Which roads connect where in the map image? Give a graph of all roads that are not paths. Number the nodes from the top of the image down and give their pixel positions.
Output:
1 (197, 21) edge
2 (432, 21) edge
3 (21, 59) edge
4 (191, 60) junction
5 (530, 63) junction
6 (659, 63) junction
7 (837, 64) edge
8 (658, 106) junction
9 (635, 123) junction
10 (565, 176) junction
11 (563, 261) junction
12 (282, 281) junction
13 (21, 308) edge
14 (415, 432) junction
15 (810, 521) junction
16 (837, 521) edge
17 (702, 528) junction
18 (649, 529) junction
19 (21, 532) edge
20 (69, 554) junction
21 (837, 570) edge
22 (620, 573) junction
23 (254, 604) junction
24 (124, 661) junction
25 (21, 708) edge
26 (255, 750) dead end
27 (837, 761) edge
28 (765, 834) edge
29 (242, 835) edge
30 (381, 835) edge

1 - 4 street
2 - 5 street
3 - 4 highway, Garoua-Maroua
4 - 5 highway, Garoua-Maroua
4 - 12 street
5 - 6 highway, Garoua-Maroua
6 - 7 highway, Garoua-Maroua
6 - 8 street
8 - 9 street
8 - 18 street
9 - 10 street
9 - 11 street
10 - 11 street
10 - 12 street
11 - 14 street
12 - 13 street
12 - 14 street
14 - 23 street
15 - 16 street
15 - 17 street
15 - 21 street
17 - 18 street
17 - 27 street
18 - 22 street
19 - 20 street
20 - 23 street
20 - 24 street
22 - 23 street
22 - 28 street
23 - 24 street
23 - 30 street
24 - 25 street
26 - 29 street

============================================================

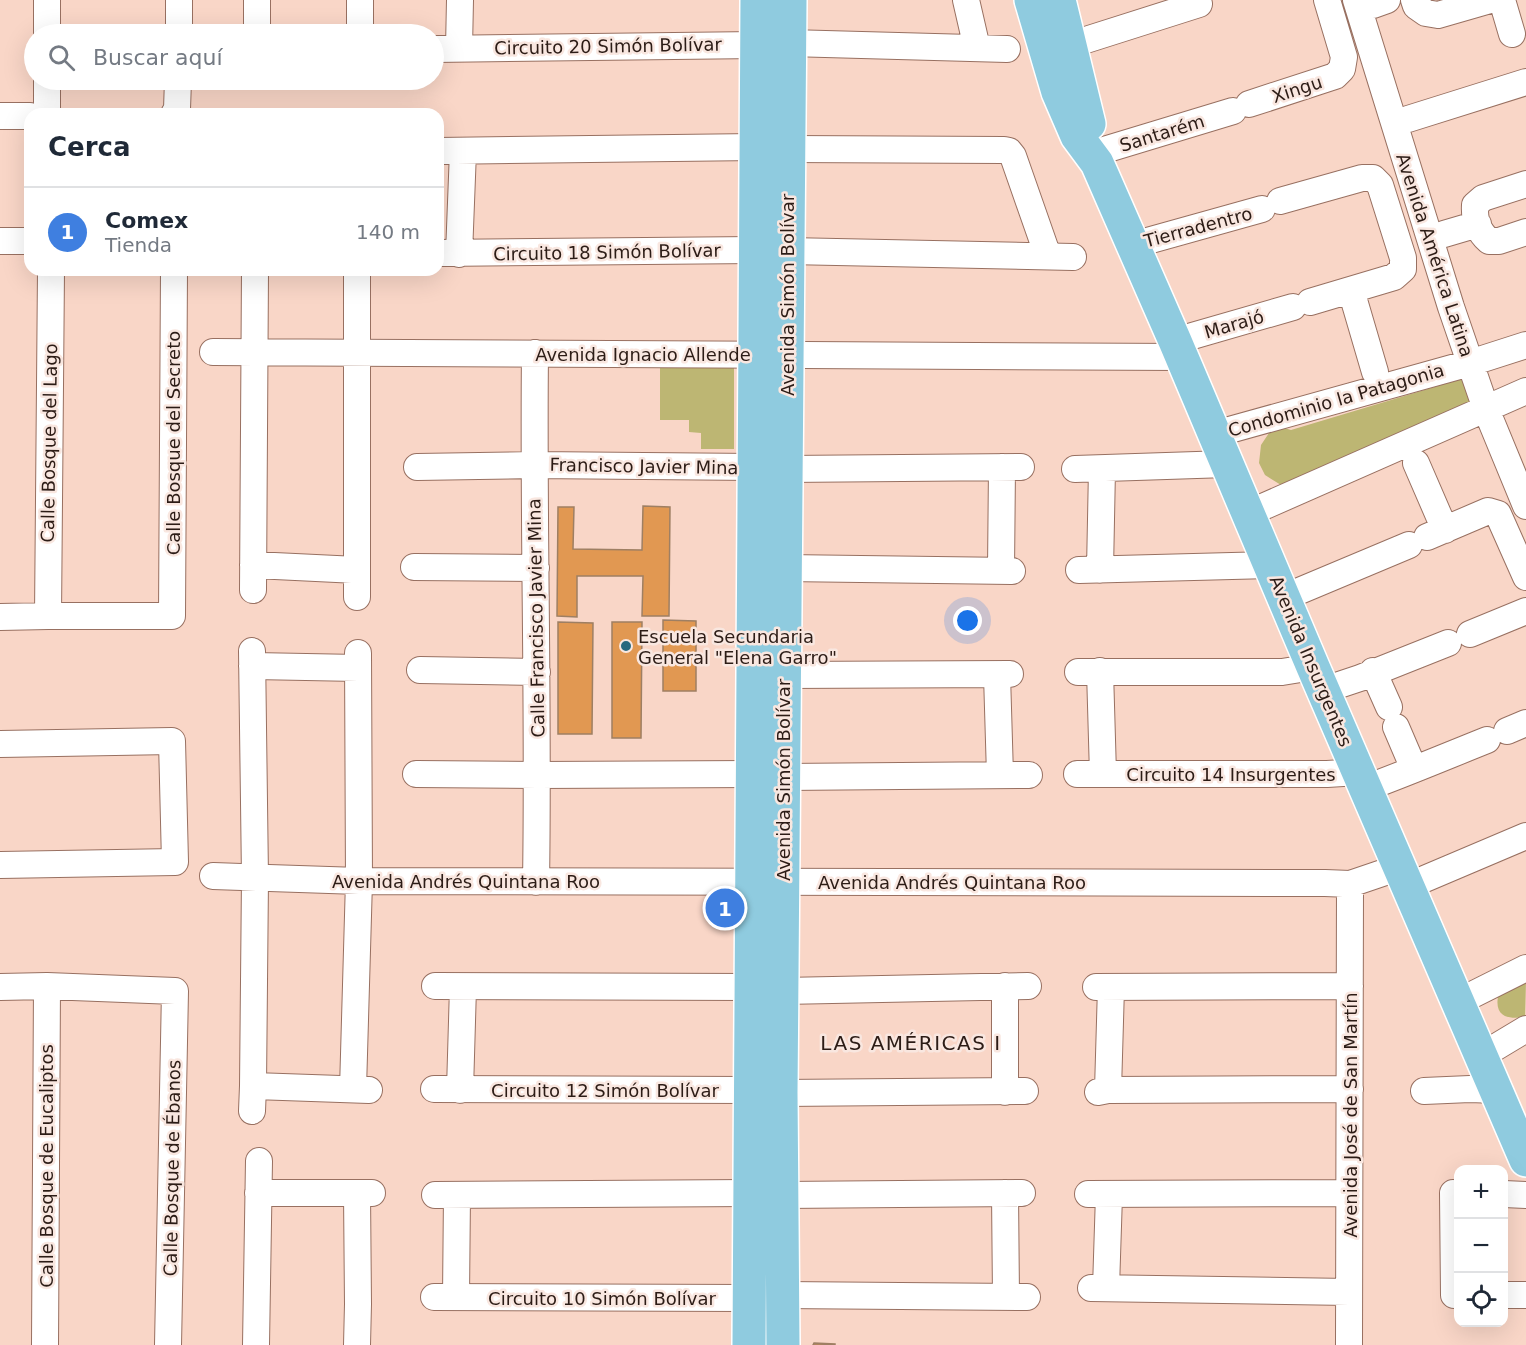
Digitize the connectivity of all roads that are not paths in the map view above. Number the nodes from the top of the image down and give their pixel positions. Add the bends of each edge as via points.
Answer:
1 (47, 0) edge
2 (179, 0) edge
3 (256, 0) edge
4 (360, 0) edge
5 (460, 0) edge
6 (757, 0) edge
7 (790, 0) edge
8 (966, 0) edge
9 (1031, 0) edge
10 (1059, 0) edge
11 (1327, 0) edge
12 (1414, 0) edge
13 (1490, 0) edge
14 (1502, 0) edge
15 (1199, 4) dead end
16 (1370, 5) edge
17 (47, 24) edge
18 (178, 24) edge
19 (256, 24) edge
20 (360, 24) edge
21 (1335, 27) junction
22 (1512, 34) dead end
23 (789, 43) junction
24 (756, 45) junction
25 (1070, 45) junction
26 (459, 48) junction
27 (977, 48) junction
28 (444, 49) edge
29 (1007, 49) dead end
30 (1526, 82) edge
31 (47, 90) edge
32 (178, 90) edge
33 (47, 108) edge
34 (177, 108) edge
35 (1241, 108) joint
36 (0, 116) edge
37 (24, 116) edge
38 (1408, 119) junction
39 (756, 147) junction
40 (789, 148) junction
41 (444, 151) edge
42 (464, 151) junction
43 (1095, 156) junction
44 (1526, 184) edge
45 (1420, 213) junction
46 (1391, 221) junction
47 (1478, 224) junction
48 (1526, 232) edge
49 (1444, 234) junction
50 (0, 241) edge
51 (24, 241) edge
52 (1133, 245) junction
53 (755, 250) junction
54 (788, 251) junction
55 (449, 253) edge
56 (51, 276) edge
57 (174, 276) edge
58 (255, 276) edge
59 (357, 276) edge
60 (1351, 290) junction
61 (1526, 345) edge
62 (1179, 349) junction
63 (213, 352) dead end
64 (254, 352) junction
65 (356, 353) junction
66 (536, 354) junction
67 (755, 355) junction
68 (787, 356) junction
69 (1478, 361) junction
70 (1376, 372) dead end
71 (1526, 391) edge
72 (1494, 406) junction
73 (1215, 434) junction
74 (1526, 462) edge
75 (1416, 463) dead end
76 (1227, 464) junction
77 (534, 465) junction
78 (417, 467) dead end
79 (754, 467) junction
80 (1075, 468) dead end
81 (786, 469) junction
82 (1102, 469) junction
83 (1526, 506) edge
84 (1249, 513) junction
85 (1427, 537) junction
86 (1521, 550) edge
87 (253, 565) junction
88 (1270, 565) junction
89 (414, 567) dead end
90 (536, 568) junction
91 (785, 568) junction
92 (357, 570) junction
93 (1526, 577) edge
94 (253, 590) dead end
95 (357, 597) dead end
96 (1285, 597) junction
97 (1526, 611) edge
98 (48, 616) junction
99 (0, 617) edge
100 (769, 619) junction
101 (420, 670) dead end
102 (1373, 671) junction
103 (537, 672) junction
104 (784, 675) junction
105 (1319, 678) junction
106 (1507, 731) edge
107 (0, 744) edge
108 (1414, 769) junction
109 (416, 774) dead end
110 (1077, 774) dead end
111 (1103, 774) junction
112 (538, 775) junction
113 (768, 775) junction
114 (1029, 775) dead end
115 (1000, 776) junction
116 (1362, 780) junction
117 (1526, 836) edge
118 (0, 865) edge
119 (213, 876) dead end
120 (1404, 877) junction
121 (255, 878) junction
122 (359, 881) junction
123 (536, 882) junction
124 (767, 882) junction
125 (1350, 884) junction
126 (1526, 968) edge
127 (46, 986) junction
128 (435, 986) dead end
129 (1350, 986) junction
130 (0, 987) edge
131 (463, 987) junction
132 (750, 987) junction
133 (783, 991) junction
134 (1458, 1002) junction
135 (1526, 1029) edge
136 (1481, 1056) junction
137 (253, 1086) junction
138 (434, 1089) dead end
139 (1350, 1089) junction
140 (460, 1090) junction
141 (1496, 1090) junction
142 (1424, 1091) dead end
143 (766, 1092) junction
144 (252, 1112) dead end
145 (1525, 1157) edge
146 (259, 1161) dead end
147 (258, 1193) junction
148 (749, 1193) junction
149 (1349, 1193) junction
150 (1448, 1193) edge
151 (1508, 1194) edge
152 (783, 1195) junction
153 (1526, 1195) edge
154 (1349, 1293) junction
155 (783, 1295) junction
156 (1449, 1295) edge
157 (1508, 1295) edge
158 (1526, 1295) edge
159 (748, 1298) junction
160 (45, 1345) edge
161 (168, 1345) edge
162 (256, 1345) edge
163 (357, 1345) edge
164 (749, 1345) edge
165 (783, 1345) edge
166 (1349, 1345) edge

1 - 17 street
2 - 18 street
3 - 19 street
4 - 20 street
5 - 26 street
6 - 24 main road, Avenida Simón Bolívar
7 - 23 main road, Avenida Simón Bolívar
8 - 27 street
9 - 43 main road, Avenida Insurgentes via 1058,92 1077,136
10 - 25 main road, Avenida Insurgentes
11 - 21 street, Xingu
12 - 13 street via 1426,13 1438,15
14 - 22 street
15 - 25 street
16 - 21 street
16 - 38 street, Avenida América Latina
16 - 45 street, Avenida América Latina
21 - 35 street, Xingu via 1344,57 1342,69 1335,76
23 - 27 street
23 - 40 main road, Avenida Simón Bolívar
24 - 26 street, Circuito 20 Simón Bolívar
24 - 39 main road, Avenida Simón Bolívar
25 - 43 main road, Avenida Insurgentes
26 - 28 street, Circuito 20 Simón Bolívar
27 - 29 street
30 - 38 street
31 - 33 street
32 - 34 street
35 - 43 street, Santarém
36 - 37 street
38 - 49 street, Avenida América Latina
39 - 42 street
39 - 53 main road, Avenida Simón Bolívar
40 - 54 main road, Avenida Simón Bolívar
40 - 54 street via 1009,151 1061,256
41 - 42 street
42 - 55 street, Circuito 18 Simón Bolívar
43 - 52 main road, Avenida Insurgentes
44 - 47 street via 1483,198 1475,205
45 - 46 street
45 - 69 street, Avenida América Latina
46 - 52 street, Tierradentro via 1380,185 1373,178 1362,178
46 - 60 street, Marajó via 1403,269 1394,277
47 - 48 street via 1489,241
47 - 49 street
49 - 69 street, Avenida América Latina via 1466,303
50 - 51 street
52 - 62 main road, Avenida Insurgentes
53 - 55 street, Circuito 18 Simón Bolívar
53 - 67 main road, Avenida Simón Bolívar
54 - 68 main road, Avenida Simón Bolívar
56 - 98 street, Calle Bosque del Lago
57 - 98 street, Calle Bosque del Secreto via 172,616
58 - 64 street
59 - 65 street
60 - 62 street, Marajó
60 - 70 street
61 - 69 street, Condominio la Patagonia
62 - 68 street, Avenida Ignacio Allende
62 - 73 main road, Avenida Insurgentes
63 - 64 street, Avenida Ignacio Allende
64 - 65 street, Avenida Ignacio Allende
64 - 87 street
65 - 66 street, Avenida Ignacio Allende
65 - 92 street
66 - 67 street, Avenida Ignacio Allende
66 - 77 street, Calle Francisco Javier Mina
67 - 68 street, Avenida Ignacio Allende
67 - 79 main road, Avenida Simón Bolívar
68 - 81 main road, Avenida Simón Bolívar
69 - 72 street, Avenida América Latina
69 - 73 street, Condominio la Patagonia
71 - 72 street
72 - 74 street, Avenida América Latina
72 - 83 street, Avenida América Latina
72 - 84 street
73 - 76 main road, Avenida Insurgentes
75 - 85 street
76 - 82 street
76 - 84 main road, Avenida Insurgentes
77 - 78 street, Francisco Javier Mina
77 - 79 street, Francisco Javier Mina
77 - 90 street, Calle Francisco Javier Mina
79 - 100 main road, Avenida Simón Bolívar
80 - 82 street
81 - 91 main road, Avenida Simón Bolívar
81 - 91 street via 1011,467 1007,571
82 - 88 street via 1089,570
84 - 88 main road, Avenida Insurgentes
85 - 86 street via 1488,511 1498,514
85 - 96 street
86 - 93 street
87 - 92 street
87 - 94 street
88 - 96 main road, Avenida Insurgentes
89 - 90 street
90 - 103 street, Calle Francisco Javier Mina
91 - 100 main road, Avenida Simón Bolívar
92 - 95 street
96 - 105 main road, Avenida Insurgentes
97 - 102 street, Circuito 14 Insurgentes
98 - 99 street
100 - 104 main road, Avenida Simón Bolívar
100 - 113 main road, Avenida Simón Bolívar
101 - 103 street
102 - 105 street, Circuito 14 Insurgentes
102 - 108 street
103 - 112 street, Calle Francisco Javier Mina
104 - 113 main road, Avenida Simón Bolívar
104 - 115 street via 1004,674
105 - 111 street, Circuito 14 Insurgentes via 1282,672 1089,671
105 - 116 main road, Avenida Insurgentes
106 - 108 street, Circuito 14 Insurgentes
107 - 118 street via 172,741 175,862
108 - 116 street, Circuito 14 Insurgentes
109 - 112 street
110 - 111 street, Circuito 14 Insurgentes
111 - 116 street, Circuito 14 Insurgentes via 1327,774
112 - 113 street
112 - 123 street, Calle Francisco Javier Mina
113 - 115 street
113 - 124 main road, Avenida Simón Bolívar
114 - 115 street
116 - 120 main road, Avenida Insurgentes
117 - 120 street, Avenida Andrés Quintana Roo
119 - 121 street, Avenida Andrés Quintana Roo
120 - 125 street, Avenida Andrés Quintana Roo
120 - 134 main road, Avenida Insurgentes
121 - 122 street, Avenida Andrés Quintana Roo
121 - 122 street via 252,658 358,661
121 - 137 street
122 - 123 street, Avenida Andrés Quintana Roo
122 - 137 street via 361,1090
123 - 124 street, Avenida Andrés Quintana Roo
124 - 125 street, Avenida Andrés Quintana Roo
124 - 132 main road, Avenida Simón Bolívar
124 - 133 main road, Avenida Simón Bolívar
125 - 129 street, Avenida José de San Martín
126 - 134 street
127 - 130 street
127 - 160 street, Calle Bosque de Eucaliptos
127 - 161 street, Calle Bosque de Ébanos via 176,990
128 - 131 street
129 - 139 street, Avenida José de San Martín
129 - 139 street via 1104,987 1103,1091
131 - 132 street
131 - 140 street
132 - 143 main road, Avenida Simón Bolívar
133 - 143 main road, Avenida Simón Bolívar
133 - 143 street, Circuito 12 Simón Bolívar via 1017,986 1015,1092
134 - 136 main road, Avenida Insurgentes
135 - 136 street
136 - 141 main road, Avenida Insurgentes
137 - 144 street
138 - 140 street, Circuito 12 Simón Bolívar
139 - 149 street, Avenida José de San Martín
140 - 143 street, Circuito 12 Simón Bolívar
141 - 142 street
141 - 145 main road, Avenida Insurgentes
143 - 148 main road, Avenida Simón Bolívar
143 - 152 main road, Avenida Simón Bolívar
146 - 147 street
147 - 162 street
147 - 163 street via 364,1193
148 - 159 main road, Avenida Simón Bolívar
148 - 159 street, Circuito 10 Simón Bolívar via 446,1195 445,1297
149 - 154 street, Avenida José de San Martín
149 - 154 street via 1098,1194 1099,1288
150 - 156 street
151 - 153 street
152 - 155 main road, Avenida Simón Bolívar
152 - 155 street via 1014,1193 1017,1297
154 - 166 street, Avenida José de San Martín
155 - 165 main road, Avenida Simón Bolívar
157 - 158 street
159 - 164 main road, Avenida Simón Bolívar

============================================================

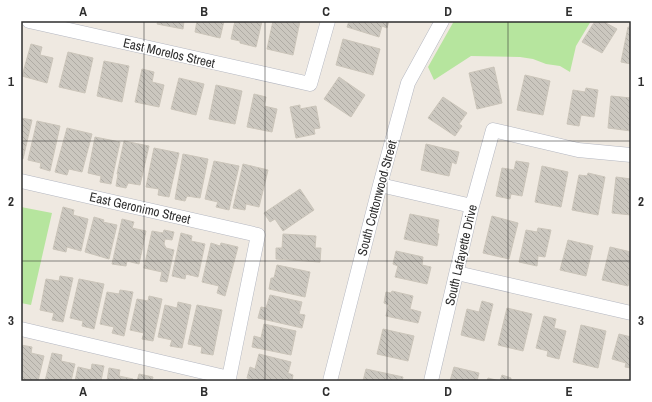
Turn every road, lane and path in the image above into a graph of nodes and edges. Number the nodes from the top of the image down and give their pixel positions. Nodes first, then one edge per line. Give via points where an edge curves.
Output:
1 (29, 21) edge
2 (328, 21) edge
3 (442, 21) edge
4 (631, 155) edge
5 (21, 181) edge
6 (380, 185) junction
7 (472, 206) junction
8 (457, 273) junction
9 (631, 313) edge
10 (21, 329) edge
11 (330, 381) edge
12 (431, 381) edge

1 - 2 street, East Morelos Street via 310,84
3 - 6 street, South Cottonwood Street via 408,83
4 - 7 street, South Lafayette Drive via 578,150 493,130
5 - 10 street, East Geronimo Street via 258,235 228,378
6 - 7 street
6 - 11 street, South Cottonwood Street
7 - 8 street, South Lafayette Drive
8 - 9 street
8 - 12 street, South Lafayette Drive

============================================================

*WHAT IS BEING ASKED*. Scan the data for the word "that" and copy every line where it shows up.

*SOLUTION*.
Which roads connect where in the map image? Give a graph of all roads that are not paths. Number the nodes from the top of the image down and give their pixel positions.
Digitize the connectivity of all roads that are not paths in the map view above. Number the nodes from the top of the image down and give their pixel positions. Add the bends of each edge as via points.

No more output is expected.